ASSIGNMENT:
Lines before the one containing "44V17L10 22L20 22L30" are not wanted. Transcribe that line and all after it exactly, to the end of the entries.

Stored data
.....
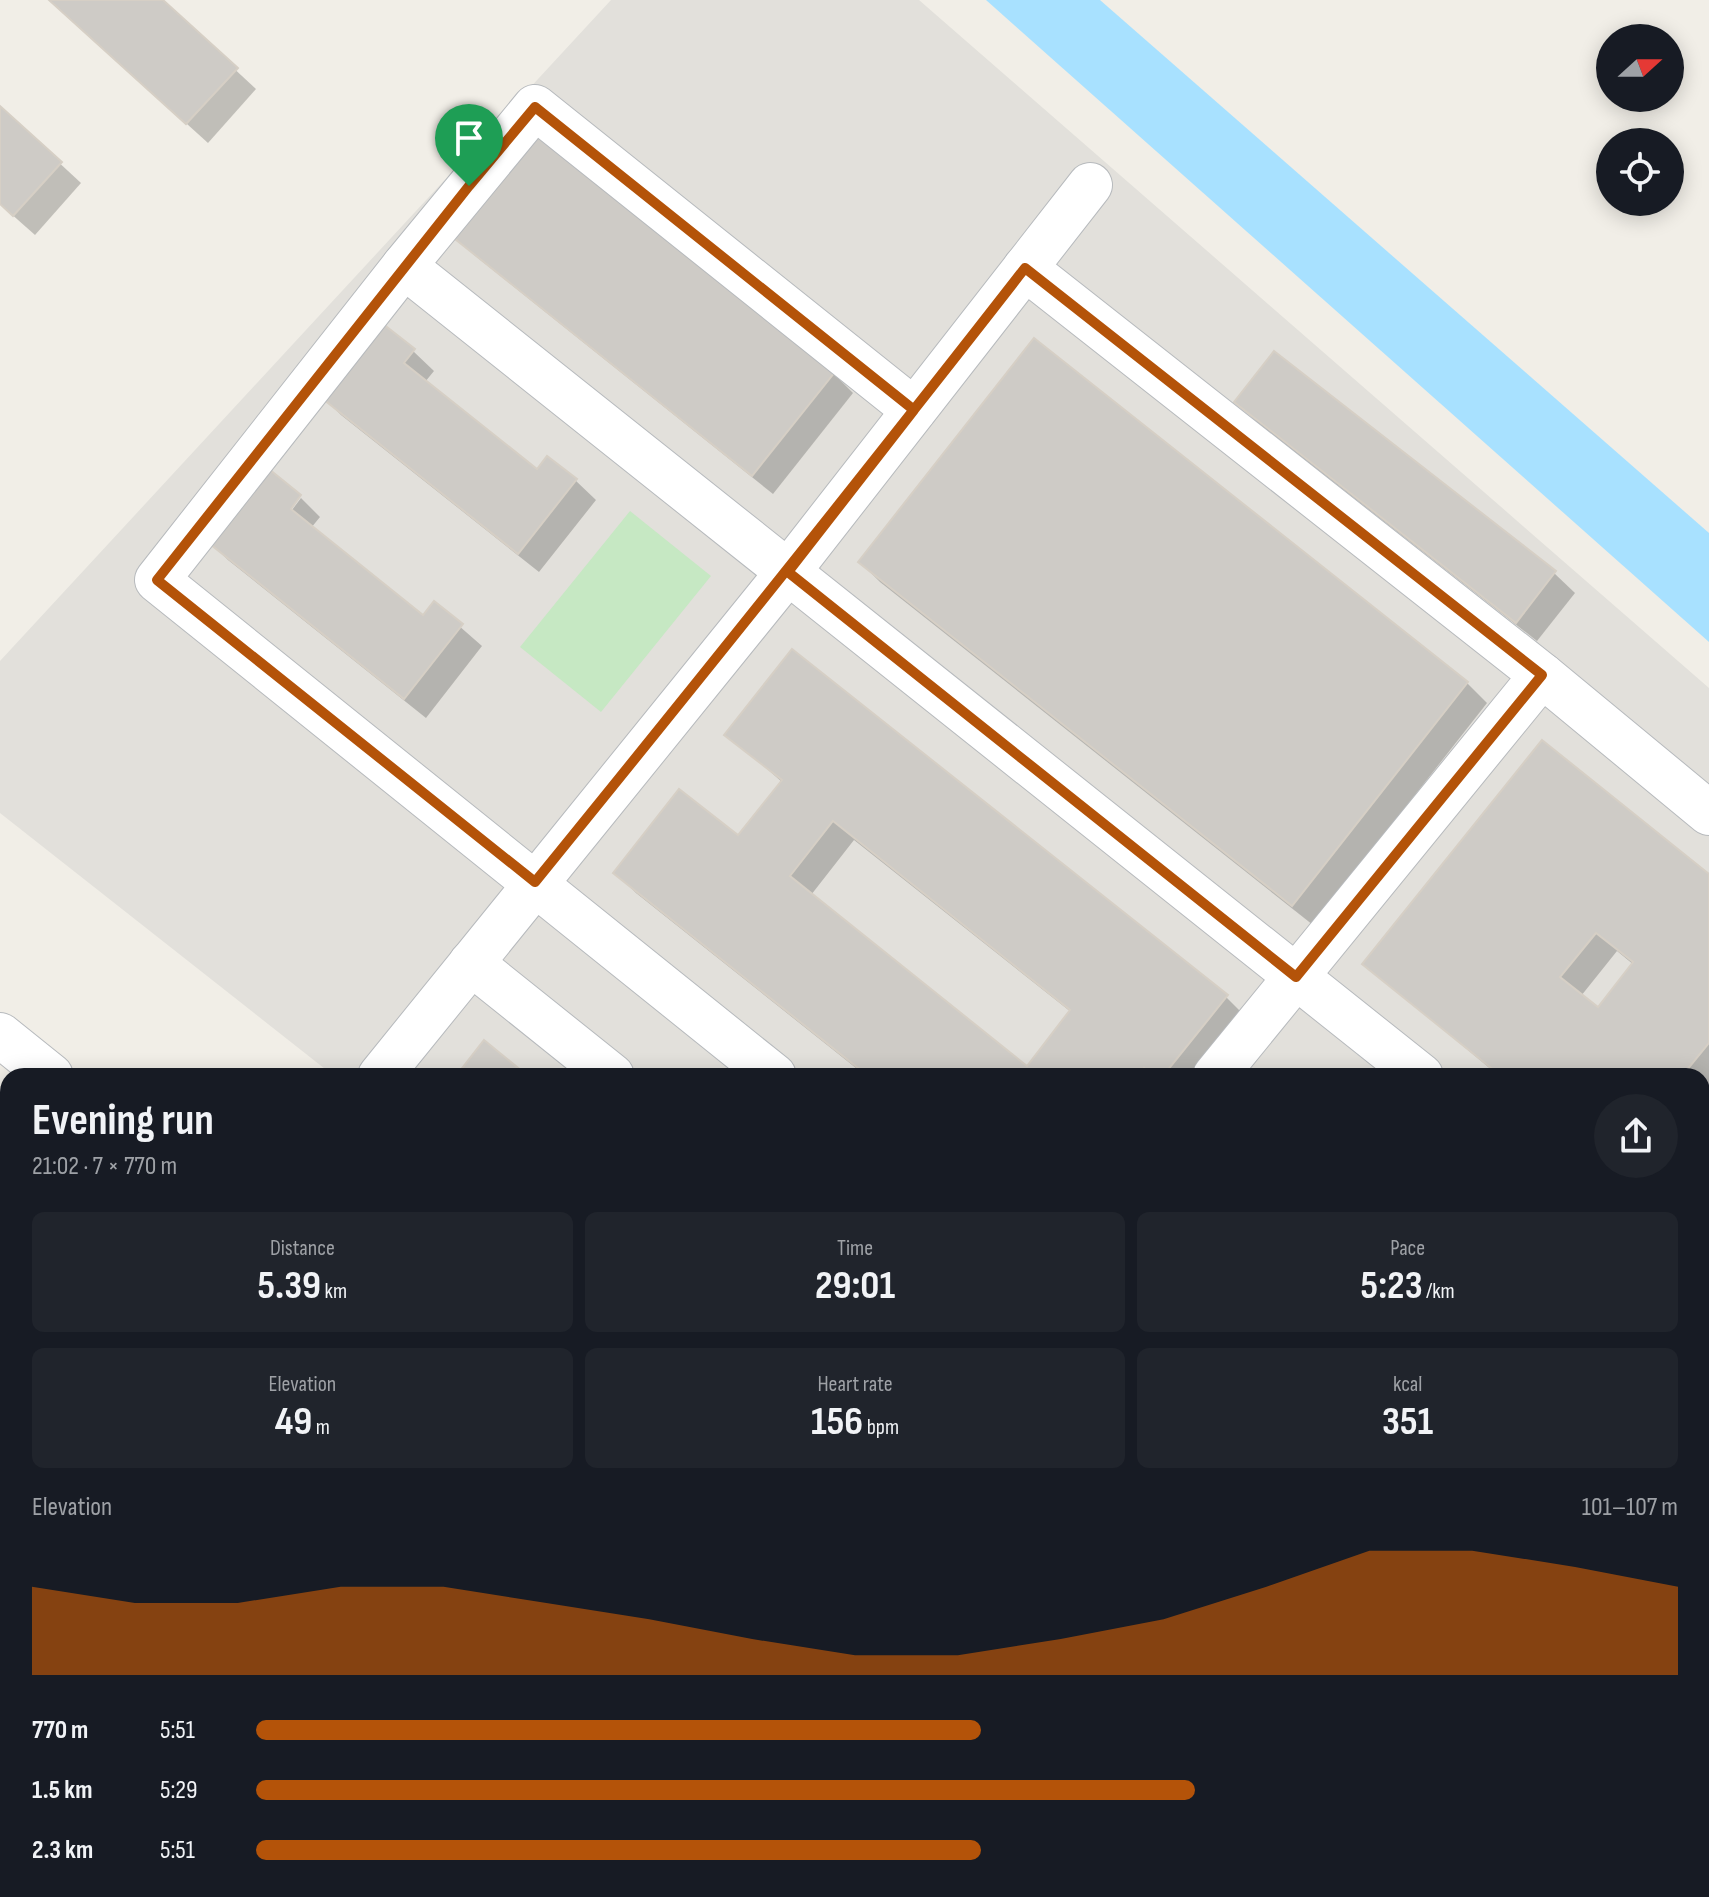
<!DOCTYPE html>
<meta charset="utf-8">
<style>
:root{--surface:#171b24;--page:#20242c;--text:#f1f3f6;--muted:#9ea1a6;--accent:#b45309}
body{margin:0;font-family:"Sofia Sans Condensed",sans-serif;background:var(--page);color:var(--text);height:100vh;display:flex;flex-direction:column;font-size:30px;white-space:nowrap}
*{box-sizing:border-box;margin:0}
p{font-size:26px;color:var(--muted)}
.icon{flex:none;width:44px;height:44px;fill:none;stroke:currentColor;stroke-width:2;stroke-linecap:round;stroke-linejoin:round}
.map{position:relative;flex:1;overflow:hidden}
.details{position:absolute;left:0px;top:1068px;width:1710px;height:830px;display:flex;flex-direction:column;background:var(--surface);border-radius:24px 24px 0 0;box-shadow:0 4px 20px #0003}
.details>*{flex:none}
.needle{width:52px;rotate:69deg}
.controls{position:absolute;left:1596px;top:24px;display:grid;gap:16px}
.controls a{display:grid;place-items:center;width:88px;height:88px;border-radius:50%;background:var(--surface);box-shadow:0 4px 20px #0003;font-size:40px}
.pin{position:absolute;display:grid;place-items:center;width:68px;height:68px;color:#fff;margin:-82px -34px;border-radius:50% 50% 50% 0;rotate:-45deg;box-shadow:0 0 8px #0007}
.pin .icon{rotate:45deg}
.round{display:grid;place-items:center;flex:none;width:84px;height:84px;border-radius:42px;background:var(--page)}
.head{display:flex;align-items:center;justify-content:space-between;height:136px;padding:0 32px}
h1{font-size:44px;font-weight:700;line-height:60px}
.metrics{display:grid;grid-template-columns:repeat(3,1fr);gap:12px;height:136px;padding:8px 32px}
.metrics div{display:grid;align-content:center;border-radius:12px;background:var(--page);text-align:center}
.metrics b{font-size:40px;font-weight:700}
.metrics small{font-size:22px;font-weight:400}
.metrics p{font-size:22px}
.chart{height:224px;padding:16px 32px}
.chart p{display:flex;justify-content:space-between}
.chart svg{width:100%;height:144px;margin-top:8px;fill:var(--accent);opacity:.7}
ul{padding:0 32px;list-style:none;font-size:26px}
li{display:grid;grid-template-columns:128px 96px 1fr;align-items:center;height:60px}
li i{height:20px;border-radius:10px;background:var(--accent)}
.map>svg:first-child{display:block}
.industrial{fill:#e2e0db}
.green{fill:#c6e8c3}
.water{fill:#a8e1ff}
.shadow{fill:#0003;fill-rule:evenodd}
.building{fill:#cecbc6;stroke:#d6cfc5;stroke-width:2;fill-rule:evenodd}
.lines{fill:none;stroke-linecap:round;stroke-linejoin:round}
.minor-casing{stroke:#b7babd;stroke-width:46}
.highway-casing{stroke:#f79400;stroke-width:46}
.minor{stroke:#fff;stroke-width:44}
.highway{stroke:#ffd98f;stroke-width:44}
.route-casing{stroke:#fff;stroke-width:16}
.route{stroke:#b45309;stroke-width:10}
</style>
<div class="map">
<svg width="1709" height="1897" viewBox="0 0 1709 1897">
<rect width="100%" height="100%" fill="#f1eee7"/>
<polygon class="industrial" points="611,0 919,0 1709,688 1709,1897 1375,1897 1366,1890 1702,1890 1702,1076 334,1076 0,813 0,661"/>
<polygon class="green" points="630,511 711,576 601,712 520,647"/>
<polygon class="water" points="986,0 1100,0 1709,533 1709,642"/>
<g class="shadow">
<polygon points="50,0 160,0 256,89 208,143"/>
<polygon points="0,108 81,183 35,235 0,204"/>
<polygon points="453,234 833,373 853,393 773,494 473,254"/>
<polygon points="413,351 434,371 425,382 537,471 575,480 596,500 539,572 341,415 321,395"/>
<polygon points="1237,402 1554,573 1575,593 1537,641 1257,422"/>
<polygon points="301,498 320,517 311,528 424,617 434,604 482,646 426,718 228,560 208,540 286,518"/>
<polygon points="860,562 1467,683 1487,703 1313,925 880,582"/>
<path d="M 727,734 L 1226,997 L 1246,1017 L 1199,1076 L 866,1076 L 636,893 L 616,873 L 738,838 L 782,782 ZM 854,840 L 1071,1012 L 1027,1068 L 811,895 Z"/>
<path d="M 1709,877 L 1709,1088 L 1702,1096 L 1702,1076 L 1499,1076 L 1365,964 ZM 1617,951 L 1634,965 L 1598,1010 L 1581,996 Z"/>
</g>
<g class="building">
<polygon points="49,0 163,0 238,68 186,124"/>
<polygon points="0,106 62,162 13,216 0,204"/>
<polygon points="533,130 835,372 752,476 450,235"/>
<polygon points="378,320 415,349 404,363 537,469 547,456 577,479 518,554 318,395"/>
<polygon points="1034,338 1468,682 1292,906 858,562"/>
<polygon points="1274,351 1556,571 1516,623 1234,402"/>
<polygon points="264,465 301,495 291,509 423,615 434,601 463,624 404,699 205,540"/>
<path d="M 792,649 L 1228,995 L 1163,1076 L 1154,1076 L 1144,1068 L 1138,1076 L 868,1076 L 613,873 L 679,789 L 738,835 L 782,780 L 724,735 ZM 833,821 L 1070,1010 L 1027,1066 L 790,876 Z"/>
<path d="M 1542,740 L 1709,874 L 1709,1043 L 1682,1076 L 1501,1076 L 1362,964 ZM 1596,933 L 1633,962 L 1598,1007 L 1560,977 Z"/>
<polygon points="484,1040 528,1076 456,1076"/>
<polygon points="1702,1374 1709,1379 1709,1522 1702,1516"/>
<polygon points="1702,1599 1709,1604 1709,1745 1702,1740"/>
</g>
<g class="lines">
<g class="minor-casing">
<g id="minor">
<polyline points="404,266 1421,1076"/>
<polyline points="1025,268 1542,675 1709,813"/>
<polyline points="471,963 612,1076"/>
<polyline points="0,1035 51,1076"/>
<polyline points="380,1076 788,572 1090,185"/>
<polyline points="774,1076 157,580 404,266 535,107 914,410"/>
<polyline points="1215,1076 1542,675"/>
<polyline points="1702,1126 1709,1117"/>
<polyline points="0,1294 8,1300"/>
<polyline points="1702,1300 1709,1306"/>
<polyline points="1702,1808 1709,1813"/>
<polyline points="752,1890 761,1897"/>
<polyline points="1078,1890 1087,1897"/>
</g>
</g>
<g class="highway-casing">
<g id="highway">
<polyline points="0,1124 8,1130"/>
<polyline points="0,1211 8,1217"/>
<polyline points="854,1890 863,1897"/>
<polyline points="965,1890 974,1897"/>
</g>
</g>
<use href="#minor" class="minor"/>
<use href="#highway" class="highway"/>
</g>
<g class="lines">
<g class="route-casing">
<path id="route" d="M 469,186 L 157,580 L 535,882 C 700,679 864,475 1025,268 L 1542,675 L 1296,977 L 788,572 L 914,410 L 535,107 L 469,186"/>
</g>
<use href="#route" class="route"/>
</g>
</svg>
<div class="controls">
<a><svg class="needle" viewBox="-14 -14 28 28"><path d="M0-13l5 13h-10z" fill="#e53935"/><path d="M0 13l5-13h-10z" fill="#9ea1a6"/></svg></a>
<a><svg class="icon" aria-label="locate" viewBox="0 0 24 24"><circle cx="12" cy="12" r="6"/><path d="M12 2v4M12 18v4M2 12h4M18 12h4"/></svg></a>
</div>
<div class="pin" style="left:469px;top:186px;background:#1e9e55"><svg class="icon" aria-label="arrive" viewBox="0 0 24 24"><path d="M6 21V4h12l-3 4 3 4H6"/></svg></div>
<section class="details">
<div class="head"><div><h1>Evening run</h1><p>21:02 · 7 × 770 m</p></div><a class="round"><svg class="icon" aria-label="share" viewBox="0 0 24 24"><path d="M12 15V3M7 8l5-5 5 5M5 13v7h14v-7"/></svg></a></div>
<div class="metrics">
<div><p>Distance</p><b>5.39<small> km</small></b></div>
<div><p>Time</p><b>29:01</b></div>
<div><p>Pace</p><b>5:23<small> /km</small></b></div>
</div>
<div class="metrics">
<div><p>Elevation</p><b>49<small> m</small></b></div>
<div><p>Heart rate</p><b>156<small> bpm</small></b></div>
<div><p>kcal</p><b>351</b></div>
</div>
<div class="chart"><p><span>Elevation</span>101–107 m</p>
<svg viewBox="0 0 160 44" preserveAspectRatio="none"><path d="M0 44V17L10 22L20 22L30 17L40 17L50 22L60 27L70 33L80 38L90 38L100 33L110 27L120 17L130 6L140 6L150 11L160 17V44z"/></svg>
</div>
<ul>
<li><b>770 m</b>5:51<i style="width:51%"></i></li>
<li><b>1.5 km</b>5:29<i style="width:66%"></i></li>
<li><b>2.3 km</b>5:51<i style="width:51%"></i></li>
</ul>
</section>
</div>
.....
EXPECTED ANSWER:
<svg viewBox="0 0 160 44" preserveAspectRatio="none"><path d="M0 44V17L10 22L20 22L30 17L40 17L50 22L60 27L70 33L80 38L90 38L100 33L110 27L120 17L130 6L140 6L150 11L160 17V44z"/></svg>
</div>
<ul>
<li><b>770 m</b>5:51<i style="width:51%"></i></li>
<li><b>1.5 km</b>5:29<i style="width:66%"></i></li>
<li><b>2.3 km</b>5:51<i style="width:51%"></i></li>
</ul>
</section>
</div>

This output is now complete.